Pierre-Olivier Gourinchas told the Financial Times ahead of the publication of the fund’s updated World Economic Outlook that officials “should be ready for more bumps in the road” as they wrestle to get inflation back to their 2 per cent goals.
He added that services price pressures were proving “persistent” on both sides of the Atlantic, despite the recent progress in lowering inflation overall.
Separately, the fund warned in the outlook that “the escalation of trade tensions could further raise near-term risks to inflation by increasing the cost of imported goods along the supply chain”.
Gourinchas’s comments, made on Monday, come as central banks prepare to ease their monetary policies, with the European Central Bank already pushing through one reduction and the Federal Reserve and Bank of England looking for an opportunity to cut in the coming months.

The fund warned that lingering price pressures could yet delay the return of lower borrowing costs.
“The risk of elevated inflation has raised the prospects of higher-for-even-longer interest rates, which in turn increases external, fiscal, and financial risks,” the fund said.
The fund’s forecasts show inflation globally is unlikely to hit 2 per cent until the end of 2025.
Despite the IMF’s reservations, investors anticipate the Fed will deliver its first cut in September, after chair Jay Powell and other US rate-setters said recent inflation data showed “progress”.
While the recent decline in US price pressures was a “step in the right direction”, the world’s largest economy was strong enough to mean policymakers could “afford to wait a little bit longer, if needed, in terms of the pivot towards easing interest rates”.
Central banks globally are facing a trade-off, balancing keeping a firm enough grip on inflation to ensure it trends back to 2 per cent target while also safeguarding against a sharp rise in lay-offs.
The BoE’s policy committee next sets rates on August 1, in what promises to be a divided vote.

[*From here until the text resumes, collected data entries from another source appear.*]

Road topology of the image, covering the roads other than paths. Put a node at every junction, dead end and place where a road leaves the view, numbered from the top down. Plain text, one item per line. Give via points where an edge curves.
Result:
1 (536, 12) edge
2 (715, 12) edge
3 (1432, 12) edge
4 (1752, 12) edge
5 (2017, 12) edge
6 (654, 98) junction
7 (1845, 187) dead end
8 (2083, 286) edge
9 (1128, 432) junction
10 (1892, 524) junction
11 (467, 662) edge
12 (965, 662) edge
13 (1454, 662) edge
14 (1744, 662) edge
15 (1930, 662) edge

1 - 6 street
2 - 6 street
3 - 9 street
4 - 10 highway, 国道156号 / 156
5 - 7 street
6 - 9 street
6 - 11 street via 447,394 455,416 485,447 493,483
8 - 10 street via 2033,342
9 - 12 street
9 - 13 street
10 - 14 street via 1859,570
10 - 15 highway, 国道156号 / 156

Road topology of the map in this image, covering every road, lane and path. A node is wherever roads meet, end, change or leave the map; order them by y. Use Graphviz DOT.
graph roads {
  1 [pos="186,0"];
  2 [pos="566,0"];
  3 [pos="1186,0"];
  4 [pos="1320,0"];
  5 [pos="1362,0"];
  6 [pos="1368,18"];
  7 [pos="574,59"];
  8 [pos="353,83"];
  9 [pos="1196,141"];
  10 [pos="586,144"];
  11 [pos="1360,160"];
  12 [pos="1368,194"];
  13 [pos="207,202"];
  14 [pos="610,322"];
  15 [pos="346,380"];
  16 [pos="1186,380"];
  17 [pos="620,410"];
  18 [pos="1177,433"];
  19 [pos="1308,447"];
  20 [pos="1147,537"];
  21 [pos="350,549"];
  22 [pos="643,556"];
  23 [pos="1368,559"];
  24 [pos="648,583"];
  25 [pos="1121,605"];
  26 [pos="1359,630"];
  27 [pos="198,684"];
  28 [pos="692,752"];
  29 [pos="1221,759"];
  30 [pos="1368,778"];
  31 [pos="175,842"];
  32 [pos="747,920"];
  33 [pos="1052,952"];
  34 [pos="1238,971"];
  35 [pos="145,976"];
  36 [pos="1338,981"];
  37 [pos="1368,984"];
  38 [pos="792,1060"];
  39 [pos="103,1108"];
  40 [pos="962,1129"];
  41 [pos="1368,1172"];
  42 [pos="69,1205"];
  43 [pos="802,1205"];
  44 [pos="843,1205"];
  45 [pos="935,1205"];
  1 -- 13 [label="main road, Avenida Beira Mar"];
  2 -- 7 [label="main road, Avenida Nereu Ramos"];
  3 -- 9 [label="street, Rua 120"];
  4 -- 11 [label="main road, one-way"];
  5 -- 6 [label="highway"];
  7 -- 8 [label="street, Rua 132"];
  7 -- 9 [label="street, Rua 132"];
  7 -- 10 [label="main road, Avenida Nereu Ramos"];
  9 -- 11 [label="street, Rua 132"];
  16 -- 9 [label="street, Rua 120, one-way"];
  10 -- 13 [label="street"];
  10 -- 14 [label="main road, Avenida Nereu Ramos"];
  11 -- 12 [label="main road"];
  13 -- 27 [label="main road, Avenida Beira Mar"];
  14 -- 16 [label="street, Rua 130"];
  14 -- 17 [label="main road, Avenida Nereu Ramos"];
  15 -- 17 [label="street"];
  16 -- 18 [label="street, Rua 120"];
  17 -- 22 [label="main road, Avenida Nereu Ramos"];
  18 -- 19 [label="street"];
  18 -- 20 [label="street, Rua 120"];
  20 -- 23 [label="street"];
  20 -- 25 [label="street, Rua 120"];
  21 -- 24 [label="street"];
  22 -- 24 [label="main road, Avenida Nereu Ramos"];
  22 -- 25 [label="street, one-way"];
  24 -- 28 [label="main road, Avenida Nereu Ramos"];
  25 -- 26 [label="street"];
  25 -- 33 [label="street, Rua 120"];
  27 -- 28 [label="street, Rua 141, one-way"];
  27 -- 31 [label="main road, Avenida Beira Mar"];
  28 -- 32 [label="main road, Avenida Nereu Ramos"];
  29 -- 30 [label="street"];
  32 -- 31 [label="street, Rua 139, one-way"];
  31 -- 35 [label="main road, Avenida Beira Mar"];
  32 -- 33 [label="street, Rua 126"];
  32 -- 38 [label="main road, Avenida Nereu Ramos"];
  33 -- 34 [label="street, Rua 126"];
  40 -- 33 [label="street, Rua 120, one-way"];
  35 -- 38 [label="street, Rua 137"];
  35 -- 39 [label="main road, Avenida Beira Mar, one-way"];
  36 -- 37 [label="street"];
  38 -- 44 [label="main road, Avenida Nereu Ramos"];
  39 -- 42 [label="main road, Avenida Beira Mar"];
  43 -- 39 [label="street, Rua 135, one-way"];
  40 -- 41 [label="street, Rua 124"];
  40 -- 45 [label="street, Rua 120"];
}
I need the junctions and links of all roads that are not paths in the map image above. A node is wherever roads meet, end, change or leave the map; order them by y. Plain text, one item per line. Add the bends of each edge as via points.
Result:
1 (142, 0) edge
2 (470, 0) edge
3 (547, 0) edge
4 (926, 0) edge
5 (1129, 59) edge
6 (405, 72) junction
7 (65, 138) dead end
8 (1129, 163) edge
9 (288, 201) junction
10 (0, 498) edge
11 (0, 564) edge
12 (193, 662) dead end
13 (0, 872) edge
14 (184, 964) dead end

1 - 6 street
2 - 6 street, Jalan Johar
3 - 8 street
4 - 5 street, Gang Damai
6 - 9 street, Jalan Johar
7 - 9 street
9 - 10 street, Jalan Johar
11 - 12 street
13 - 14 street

The fund also warned of the potential for “significant swings” in economic policy this year as a result of elections around the world, with rising protectionism one of the possible consequences.
Republican nominee Donald Trump wants to levy a 10 per cent tariff on all imports, and a 60 per cent fee on those coming from China. On Monday, Ohio senator JD Vance, a supporter of protectionism and restrictions on immigration, was named his pick for vice-president.
“Trade tariffs, alongside a scaling up of industrial policies worldwide, can generate damaging cross‐border spillovers, as well as trigger retaliation, resulting in a costly race to the bottom,” the fund said.
However, trade between countries was set to expand by 3.25 per cent this year, after stagnating in 2023.
The fund left its forecast for global growth unchanged at 3.2 per cent this year. It estimates growth will pick up slightly to 3.3 per cent in 2025.
The US economy would grow at a slightly slower pace than anticipated, expanding 2.6 per cent in 2024 and 1.9 per cent next year.
Euro area growth is set to rebound to 1.5 per cent in 2025 after registering a 0.9 per cent clip this year. The UK will expand by 0.7 per cent this year, slightly higher than forecast in April, and by 1.5 per cent in 2025, the IMF said.
The Fund sharply increased its forecasts for China by 0.4 percentage points to 5 per cent and 4.5 per cent in 2024 and 2025, respectively.